◆ YOUR ASSIGNMENT ◆
Give back every record precisely.

Content starts

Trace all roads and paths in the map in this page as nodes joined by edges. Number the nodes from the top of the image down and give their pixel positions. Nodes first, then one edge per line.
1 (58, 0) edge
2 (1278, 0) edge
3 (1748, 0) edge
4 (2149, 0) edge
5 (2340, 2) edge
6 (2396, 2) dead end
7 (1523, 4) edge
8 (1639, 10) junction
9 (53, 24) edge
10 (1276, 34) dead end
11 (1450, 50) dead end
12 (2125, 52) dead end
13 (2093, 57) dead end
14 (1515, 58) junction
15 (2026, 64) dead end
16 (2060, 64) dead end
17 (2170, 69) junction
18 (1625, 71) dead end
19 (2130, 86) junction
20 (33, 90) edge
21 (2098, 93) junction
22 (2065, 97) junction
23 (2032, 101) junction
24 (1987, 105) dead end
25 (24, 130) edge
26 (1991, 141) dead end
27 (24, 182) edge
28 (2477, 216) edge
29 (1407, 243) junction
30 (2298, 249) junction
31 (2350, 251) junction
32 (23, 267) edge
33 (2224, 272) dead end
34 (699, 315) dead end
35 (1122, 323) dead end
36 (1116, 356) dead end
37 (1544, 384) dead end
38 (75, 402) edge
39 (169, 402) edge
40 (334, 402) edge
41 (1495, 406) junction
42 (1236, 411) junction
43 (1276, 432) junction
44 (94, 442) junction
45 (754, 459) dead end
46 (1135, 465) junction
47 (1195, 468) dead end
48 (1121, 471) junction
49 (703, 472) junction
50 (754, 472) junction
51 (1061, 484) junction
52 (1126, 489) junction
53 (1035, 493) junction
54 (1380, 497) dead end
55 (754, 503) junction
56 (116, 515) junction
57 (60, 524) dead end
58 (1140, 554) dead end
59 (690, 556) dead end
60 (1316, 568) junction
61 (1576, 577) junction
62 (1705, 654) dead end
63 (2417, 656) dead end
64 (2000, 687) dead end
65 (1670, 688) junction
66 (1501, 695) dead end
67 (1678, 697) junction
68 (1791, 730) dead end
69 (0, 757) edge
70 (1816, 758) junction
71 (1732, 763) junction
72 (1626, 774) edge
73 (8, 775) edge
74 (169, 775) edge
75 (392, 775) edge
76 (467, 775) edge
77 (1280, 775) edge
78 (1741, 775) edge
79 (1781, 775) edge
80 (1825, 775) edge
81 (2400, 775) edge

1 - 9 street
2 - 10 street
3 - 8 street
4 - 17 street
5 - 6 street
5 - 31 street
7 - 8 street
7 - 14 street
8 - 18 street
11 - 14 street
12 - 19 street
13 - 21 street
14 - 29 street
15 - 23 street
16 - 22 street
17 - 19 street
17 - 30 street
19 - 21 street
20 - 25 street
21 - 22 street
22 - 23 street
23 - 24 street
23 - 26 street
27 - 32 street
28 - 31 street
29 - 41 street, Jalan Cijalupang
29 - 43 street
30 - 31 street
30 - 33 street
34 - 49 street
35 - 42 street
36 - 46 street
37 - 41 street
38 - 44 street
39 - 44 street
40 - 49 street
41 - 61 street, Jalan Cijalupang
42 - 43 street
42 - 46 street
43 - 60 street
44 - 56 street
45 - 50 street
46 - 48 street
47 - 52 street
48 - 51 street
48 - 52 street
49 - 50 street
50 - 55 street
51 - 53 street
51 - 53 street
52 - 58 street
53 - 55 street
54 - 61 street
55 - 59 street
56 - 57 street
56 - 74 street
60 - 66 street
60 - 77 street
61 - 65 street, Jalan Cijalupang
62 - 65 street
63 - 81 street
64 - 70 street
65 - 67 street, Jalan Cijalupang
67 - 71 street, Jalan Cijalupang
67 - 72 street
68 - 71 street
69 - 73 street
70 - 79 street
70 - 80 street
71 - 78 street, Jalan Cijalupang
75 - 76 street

Content ends

◆ COMPLETED EXERCISE ◆
Trace all roads and paths in the map in this page as nodes joined by edges. Number the nodes from the top of the image down and give their pixel positions. Nodes first, then one edge per line.
1 (58, 0) edge
2 (1278, 0) edge
3 (1748, 0) edge
4 (2149, 0) edge
5 (2340, 2) edge
6 (2396, 2) dead end
7 (1523, 4) edge
8 (1639, 10) junction
9 (53, 24) edge
10 (1276, 34) dead end
11 (1450, 50) dead end
12 (2125, 52) dead end
13 (2093, 57) dead end
14 (1515, 58) junction
15 (2026, 64) dead end
16 (2060, 64) dead end
17 (2170, 69) junction
18 (1625, 71) dead end
19 (2130, 86) junction
20 (33, 90) edge
21 (2098, 93) junction
22 (2065, 97) junction
23 (2032, 101) junction
24 (1987, 105) dead end
25 (24, 130) edge
26 (1991, 141) dead end
27 (24, 182) edge
28 (2477, 216) edge
29 (1407, 243) junction
30 (2298, 249) junction
31 (2350, 251) junction
32 (23, 267) edge
33 (2224, 272) dead end
34 (699, 315) dead end
35 (1122, 323) dead end
36 (1116, 356) dead end
37 (1544, 384) dead end
38 (75, 402) edge
39 (169, 402) edge
40 (334, 402) edge
41 (1495, 406) junction
42 (1236, 411) junction
43 (1276, 432) junction
44 (94, 442) junction
45 (754, 459) dead end
46 (1135, 465) junction
47 (1195, 468) dead end
48 (1121, 471) junction
49 (703, 472) junction
50 (754, 472) junction
51 (1061, 484) junction
52 (1126, 489) junction
53 (1035, 493) junction
54 (1380, 497) dead end
55 (754, 503) junction
56 (116, 515) junction
57 (60, 524) dead end
58 (1140, 554) dead end
59 (690, 556) dead end
60 (1316, 568) junction
61 (1576, 577) junction
62 (1705, 654) dead end
63 (2417, 656) dead end
64 (2000, 687) dead end
65 (1670, 688) junction
66 (1501, 695) dead end
67 (1678, 697) junction
68 (1791, 730) dead end
69 (0, 757) edge
70 (1816, 758) junction
71 (1732, 763) junction
72 (1626, 774) edge
73 (8, 775) edge
74 (169, 775) edge
75 (392, 775) edge
76 (467, 775) edge
77 (1280, 775) edge
78 (1741, 775) edge
79 (1781, 775) edge
80 (1825, 775) edge
81 (2400, 775) edge

1 - 9 street
2 - 10 street
3 - 8 street
4 - 17 street
5 - 6 street
5 - 31 street
7 - 8 street
7 - 14 street
8 - 18 street
11 - 14 street
12 - 19 street
13 - 21 street
14 - 29 street
15 - 23 street
16 - 22 street
17 - 19 street
17 - 30 street
19 - 21 street
20 - 25 street
21 - 22 street
22 - 23 street
23 - 24 street
23 - 26 street
27 - 32 street
28 - 31 street
29 - 41 street, Jalan Cijalupang
29 - 43 street
30 - 31 street
30 - 33 street
34 - 49 street
35 - 42 street
36 - 46 street
37 - 41 street
38 - 44 street
39 - 44 street
40 - 49 street
41 - 61 street, Jalan Cijalupang
42 - 43 street
42 - 46 street
43 - 60 street
44 - 56 street
45 - 50 street
46 - 48 street
47 - 52 street
48 - 51 street
48 - 52 street
49 - 50 street
50 - 55 street
51 - 53 street
51 - 53 street
52 - 58 street
53 - 55 street
54 - 61 street
55 - 59 street
56 - 57 street
56 - 74 street
60 - 66 street
60 - 77 street
61 - 65 street, Jalan Cijalupang
62 - 65 street
63 - 81 street
64 - 70 street
65 - 67 street, Jalan Cijalupang
67 - 71 street, Jalan Cijalupang
67 - 72 street
68 - 71 street
69 - 73 street
70 - 79 street
70 - 80 street
71 - 78 street, Jalan Cijalupang
75 - 76 street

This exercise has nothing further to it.